Back in January, I signed up for a seven-day “Wild Writing” course online with Laurie Wagner
. Admittedly, I didn’t watch the seven videos within seven days, and in fact just tuned in for Day 5 now at the very end of February. Laurie gets her writing prompts through poems, and this day’s particular prompt was “things I didn’t put on my résumé.”
My first thought was meh, okay, I’ve got nothing else to do but follow through on this 15- minute exercise, but I didn’t think it would go far. Then kapow!
If you’re human, chances are good you’ve been living a life WILDLY beyond the classic résumé. And it’s all really important stuff! Personally, my formal education feels like a joke compared to the lessons I’ve learned and even taught myself over the last few decades. For instance…
- I probably won’t admit that I was mediocre at sports, but that I stayed the course and showed up anyway.
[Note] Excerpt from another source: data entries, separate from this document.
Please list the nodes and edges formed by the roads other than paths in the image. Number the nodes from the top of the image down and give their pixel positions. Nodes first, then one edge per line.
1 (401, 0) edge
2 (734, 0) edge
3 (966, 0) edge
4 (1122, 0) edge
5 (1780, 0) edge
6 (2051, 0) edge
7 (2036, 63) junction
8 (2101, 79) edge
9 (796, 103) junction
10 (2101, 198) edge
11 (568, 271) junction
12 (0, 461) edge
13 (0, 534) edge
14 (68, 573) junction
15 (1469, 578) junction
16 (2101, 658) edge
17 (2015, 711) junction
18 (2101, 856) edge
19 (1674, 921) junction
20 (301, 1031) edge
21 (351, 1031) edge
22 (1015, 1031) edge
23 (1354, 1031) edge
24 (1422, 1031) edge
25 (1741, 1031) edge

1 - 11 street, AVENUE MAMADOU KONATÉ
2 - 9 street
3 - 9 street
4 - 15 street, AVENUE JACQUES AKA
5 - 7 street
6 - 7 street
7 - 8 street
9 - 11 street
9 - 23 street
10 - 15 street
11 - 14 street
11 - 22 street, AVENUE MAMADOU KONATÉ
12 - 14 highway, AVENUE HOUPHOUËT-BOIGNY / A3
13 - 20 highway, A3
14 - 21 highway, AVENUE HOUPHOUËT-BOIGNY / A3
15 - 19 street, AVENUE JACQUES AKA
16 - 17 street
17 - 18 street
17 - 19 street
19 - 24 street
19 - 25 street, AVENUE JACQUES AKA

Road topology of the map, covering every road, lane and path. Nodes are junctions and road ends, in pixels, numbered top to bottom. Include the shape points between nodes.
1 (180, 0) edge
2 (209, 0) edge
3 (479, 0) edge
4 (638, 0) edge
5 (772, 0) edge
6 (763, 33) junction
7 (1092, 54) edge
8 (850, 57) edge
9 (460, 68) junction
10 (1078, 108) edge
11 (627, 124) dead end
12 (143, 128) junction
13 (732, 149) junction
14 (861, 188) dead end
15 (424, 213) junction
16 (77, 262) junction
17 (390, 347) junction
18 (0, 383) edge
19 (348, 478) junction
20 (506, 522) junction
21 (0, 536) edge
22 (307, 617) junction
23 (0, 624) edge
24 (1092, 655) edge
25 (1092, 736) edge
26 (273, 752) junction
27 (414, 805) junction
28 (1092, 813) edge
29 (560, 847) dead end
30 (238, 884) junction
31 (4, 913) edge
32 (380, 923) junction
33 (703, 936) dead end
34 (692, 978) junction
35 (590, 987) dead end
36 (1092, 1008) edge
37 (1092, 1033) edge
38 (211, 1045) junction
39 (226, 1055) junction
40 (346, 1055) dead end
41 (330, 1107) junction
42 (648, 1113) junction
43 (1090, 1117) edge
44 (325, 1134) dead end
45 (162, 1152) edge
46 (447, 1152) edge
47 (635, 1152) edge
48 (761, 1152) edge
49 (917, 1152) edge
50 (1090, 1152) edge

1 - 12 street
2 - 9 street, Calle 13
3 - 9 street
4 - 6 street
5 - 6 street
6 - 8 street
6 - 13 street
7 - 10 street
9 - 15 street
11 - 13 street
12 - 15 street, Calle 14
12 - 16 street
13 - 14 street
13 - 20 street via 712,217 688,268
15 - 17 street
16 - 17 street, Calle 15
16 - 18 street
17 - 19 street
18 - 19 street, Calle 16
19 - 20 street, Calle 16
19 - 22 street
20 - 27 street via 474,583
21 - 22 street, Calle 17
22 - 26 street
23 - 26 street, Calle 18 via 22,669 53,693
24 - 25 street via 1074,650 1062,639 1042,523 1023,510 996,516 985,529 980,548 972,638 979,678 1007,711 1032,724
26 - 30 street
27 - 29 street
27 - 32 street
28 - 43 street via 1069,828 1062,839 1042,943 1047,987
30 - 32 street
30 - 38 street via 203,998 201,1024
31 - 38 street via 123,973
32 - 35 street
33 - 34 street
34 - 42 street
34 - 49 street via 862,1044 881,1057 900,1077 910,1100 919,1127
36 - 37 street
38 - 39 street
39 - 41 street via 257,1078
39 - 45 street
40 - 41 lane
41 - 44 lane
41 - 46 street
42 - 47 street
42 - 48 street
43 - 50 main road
I got better, made sure it was also fun, and overcame doubt constantly.
- My résumé won’t mention that I slacked off for the first 10 years of my career, completely uninspired and unchallenged by what I was doing. I was diagnosed with carpal tunnel because I was emailing my friends all day, but I was becoming a writer.
- There may be a few details or discussion around my international experience, but none of it will cover that immense lonely heart-ache that always accompanies it. Solo travel is my favorite thing in the whole wide world, and it’s also my biggest teacher.
- My résumé won’t cover all the miles I’ve hiked, paddled, run… up mountains, in the middle of the night, for days on end, carrying my own food (and that one time, champagne bottles), waking up to make coffee for a sub-zero sunrise 360-degree vista. But want to talk confidence and overcoming challenges in the workplace? Pffft.
These are just a few things that came out in my writing, and this exercise truly made me smile. There were plenty of times when I felt weird or not good enough, and I realize now in my 40s just how “cool” I’ve always been. Sometimes I felt “left behind” by choosing an unpopular experience, and today I’m extremely grateful that I was “left ahead.”